EXTRACTED MATERIAL START
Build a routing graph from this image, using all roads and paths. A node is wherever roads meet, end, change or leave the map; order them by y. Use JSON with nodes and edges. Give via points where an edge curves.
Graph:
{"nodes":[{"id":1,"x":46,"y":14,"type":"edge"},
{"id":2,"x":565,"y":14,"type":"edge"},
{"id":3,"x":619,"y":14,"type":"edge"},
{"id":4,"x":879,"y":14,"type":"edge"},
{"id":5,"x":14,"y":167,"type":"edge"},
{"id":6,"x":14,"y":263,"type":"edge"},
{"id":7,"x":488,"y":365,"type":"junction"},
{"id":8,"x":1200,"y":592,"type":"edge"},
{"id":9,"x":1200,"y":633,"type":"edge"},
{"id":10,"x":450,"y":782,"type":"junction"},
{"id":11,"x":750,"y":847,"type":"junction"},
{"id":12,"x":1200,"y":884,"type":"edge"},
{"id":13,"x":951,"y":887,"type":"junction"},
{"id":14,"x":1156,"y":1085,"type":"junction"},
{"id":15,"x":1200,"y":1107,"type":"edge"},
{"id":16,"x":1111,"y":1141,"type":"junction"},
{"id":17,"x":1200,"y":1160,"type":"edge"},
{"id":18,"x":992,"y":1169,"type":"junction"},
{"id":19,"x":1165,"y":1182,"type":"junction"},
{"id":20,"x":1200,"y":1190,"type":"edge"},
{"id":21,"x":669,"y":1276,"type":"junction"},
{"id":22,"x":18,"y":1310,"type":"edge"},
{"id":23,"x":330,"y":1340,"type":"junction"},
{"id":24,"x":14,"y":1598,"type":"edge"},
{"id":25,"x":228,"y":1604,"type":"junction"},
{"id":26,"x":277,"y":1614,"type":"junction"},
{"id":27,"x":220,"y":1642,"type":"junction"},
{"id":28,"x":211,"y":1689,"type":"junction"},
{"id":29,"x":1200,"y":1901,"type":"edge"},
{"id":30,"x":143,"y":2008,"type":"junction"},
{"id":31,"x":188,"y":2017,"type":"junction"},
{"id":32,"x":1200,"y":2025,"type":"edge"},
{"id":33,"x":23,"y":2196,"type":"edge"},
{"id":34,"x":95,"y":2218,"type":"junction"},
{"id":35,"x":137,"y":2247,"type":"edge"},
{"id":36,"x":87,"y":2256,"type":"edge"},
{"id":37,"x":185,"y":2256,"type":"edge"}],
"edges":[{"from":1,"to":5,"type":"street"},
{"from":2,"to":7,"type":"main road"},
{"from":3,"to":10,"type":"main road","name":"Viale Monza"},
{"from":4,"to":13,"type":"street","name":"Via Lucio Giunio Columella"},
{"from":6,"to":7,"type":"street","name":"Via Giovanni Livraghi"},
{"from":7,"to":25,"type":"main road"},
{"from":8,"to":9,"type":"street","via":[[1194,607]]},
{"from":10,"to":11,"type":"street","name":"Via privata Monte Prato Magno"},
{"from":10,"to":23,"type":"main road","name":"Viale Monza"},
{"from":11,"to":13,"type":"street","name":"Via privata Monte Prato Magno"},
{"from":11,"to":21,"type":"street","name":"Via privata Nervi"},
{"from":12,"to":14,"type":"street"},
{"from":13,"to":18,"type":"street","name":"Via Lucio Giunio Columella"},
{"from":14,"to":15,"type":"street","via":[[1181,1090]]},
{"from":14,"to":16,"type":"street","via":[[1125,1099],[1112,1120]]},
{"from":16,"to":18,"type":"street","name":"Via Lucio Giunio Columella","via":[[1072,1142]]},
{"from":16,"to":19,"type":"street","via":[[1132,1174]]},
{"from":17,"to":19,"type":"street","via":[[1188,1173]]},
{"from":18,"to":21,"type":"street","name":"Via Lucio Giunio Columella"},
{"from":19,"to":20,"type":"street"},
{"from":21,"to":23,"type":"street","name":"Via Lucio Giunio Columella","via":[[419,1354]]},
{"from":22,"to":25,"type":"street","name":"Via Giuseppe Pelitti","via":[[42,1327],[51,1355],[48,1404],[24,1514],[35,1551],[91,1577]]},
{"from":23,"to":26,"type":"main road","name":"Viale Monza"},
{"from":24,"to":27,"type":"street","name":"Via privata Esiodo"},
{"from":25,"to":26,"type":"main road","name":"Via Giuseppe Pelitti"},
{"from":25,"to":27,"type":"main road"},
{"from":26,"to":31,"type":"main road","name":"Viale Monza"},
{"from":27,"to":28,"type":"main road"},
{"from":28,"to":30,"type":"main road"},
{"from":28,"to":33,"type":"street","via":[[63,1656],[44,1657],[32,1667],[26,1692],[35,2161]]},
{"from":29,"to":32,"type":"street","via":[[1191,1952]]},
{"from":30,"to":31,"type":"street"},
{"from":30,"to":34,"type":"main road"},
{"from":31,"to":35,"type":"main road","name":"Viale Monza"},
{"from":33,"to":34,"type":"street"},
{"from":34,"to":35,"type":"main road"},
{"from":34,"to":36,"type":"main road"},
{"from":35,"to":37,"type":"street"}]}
EXTRACTED MATERIAL END
WHAT THE TASK ASKS –
Gather each line in these records that contains the string "Monza".

YOUR RESPONSE –
{"from":3,"to":10,"type":"main road","name":"Viale Monza"},
{"from":10,"to":23,"type":"main road","name":"Viale Monza"},
{"from":23,"to":26,"type":"main road","name":"Viale Monza"},
{"from":26,"to":31,"type":"main road","name":"Viale Monza"},
{"from":31,"to":35,"type":"main road","name":"Viale Monza"},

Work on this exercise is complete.